_Data_
▬▬▬▬▬▬
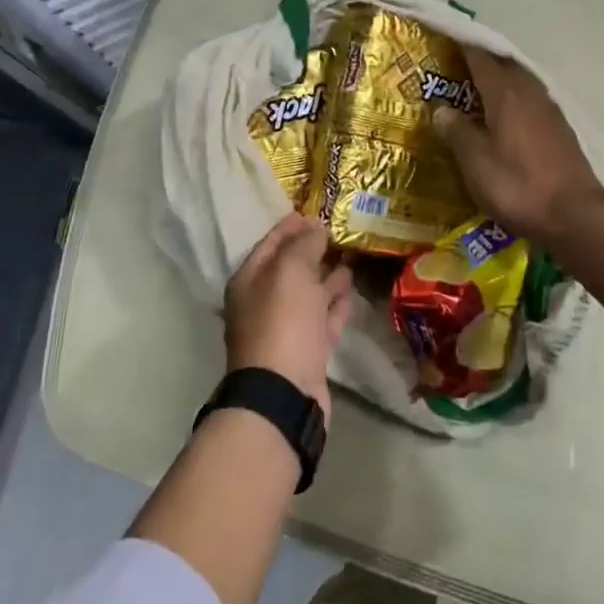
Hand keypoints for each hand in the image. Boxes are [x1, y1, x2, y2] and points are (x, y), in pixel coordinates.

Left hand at [224, 214, 353, 421]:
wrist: (285, 392)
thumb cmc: (282, 322)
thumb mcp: (292, 271)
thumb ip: (304, 244)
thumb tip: (316, 228)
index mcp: (250, 280)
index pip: (270, 244)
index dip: (290, 226)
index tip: (312, 212)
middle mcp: (264, 302)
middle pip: (291, 269)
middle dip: (313, 251)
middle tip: (340, 234)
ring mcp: (286, 329)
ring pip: (309, 294)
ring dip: (328, 278)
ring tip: (352, 259)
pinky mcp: (307, 351)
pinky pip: (323, 319)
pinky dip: (336, 305)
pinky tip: (352, 293)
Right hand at [433, 46, 603, 248]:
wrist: (573, 214)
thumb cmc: (517, 185)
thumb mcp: (475, 162)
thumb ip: (457, 131)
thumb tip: (441, 109)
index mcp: (505, 93)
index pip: (480, 57)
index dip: (462, 45)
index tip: (445, 38)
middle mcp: (529, 92)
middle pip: (503, 64)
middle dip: (481, 59)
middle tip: (457, 63)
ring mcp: (549, 109)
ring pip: (520, 80)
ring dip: (499, 78)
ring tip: (477, 87)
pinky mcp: (560, 128)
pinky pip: (531, 99)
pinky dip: (513, 98)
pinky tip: (504, 115)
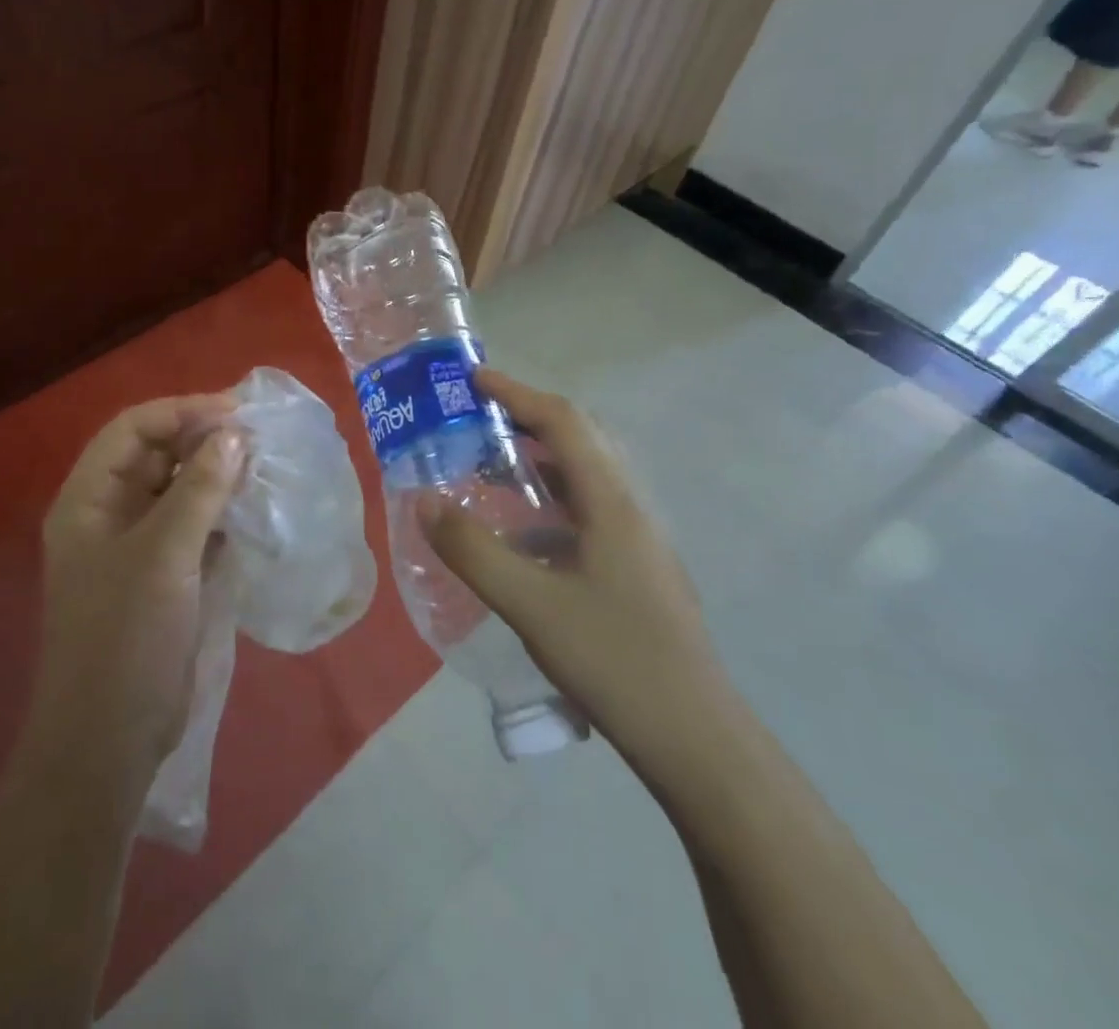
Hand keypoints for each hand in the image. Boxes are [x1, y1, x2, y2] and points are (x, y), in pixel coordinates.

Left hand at [29, 395, 246, 777]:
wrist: (110, 741)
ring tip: (263, 469)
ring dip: (217, 478)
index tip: (236, 413)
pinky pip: (194, 528)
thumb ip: (199, 489)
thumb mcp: (163, 555)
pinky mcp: (164, 577)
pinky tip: (254, 511)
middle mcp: (109, 515)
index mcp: (89, 500)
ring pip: (179, 491)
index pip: (133, 430)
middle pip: (157, 456)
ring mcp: (137, 548)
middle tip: (259, 439)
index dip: (181, 412)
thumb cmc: (125, 638)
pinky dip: (221, 515)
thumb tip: (234, 435)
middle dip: (203, 442)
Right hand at [421, 368, 728, 756]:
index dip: (517, 394)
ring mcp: (638, 538)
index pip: (564, 422)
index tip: (473, 380)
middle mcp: (630, 507)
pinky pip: (588, 509)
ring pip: (586, 475)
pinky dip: (549, 501)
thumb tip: (424, 499)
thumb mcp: (531, 605)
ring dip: (539, 460)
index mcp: (612, 502)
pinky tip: (521, 535)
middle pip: (581, 438)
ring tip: (490, 469)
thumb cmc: (615, 661)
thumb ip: (473, 550)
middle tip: (477, 420)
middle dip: (528, 418)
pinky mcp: (636, 566)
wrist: (694, 738)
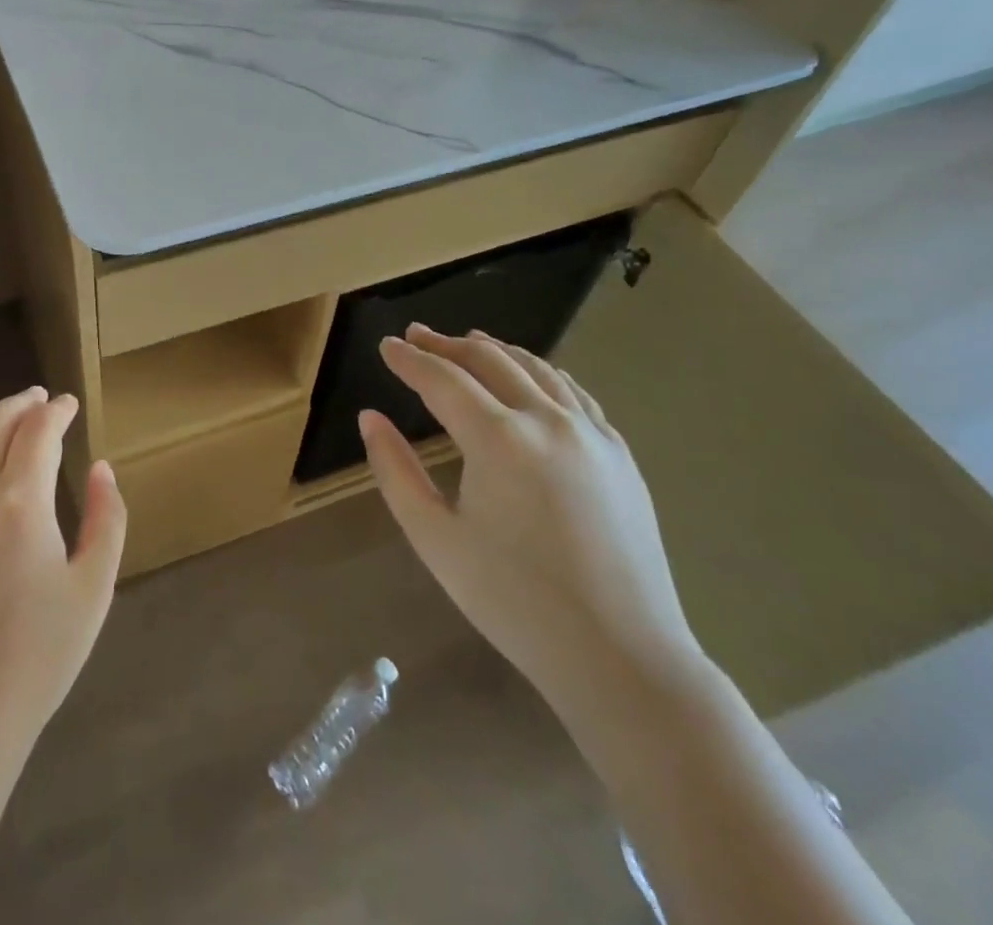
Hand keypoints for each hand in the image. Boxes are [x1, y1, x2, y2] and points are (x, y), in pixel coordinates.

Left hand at [0, 388, 126, 763]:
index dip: (57, 410)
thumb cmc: (37, 655)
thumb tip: (101, 468)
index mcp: (20, 500)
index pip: (38, 431)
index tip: (71, 404)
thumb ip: (106, 519)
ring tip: (1, 419)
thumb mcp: (93, 588)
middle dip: (19, 404)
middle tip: (39, 399)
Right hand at [360, 326, 702, 715]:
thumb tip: (370, 418)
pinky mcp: (620, 455)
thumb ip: (395, 471)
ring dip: (496, 351)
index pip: (442, 379)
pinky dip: (541, 374)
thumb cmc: (514, 601)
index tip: (385, 345)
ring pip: (537, 369)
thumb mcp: (434, 539)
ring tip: (468, 343)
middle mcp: (548, 421)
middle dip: (447, 345)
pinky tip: (531, 378)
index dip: (409, 359)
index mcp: (499, 439)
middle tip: (417, 336)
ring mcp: (592, 435)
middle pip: (490, 360)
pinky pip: (574, 394)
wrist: (622, 657)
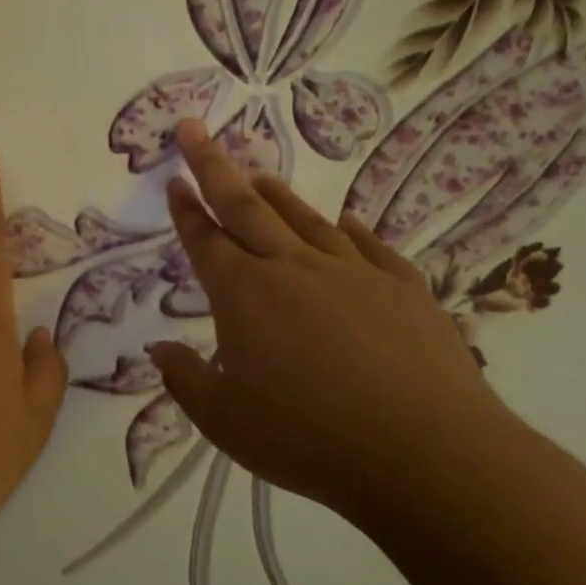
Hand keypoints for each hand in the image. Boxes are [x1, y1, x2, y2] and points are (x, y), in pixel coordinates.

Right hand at [148, 119, 507, 518]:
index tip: (174, 178)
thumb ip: (184, 379)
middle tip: (196, 130)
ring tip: (260, 175)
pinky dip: (352, 230)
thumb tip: (158, 347)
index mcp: (244, 294)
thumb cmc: (308, 437)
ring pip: (304, 221)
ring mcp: (353, 274)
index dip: (185, 208)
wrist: (427, 454)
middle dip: (214, 166)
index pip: (205, 239)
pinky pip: (370, 248)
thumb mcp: (224, 419)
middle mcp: (293, 269)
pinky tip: (345, 221)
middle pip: (246, 207)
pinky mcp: (404, 290)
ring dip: (277, 195)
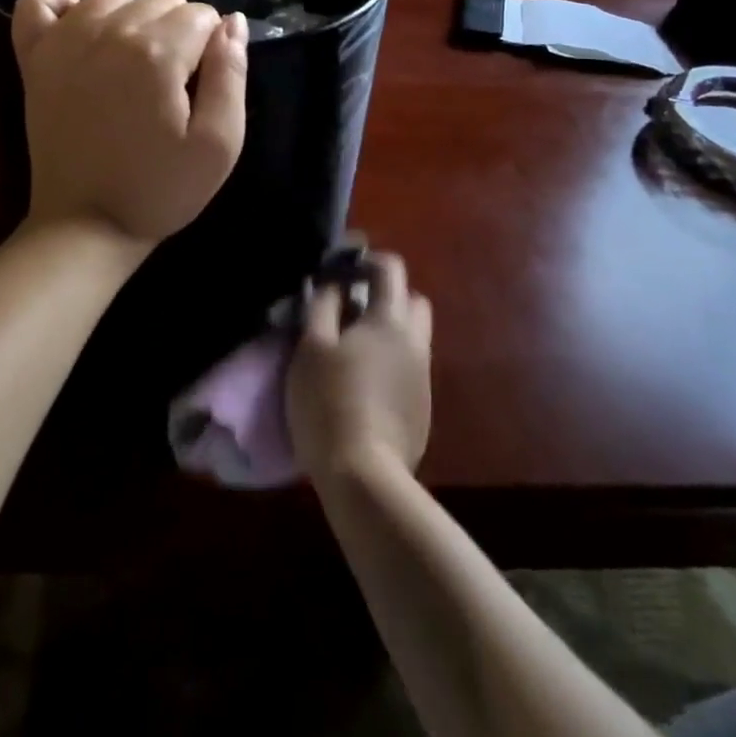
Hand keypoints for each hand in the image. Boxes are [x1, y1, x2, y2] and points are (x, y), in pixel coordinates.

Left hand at [13, 0, 248, 246]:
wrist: (86, 224)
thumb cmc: (161, 190)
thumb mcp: (219, 145)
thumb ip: (231, 75)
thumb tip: (232, 21)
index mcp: (158, 53)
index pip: (202, 15)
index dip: (211, 48)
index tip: (200, 87)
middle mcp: (109, 32)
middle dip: (177, 32)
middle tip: (170, 85)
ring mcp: (64, 40)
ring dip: (131, 16)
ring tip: (133, 62)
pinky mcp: (34, 57)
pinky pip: (40, 1)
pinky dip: (63, 6)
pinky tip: (81, 32)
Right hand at [286, 253, 432, 482]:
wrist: (363, 475)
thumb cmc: (328, 401)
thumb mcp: (311, 347)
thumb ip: (323, 306)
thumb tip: (334, 285)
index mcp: (389, 320)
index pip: (390, 269)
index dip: (367, 261)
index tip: (341, 270)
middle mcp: (416, 342)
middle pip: (412, 300)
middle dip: (386, 295)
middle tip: (351, 309)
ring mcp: (423, 376)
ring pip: (413, 336)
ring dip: (389, 330)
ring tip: (354, 349)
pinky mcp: (423, 407)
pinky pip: (410, 367)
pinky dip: (392, 361)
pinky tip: (364, 384)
▬▬▬▬▬▬
All lines in the listing above between the line with "wrist: (573, 214)" and the line with "pinky tip: (504, 115)", inclusive, should be set down exactly, and no line outside that range.

_Exercise answer_
wrist: (573, 214)
thumb cmc: (517, 185)
thumb mcp: (475, 162)
thumb ip: (457, 131)
thumb tip: (441, 109)
index mcp: (505, 93)
index pip: (480, 57)
index dip: (462, 45)
index tip: (445, 38)
middle mcp: (529, 92)
middle pip: (503, 64)
middle dip: (481, 59)
middle tip: (457, 63)
ring mcp: (549, 109)
ring pip: (520, 80)
ring dip: (499, 78)
ring tip: (477, 87)
pinky mcp: (560, 128)
pinky pip: (531, 99)
pinky dip: (513, 98)
pinky tip: (504, 115)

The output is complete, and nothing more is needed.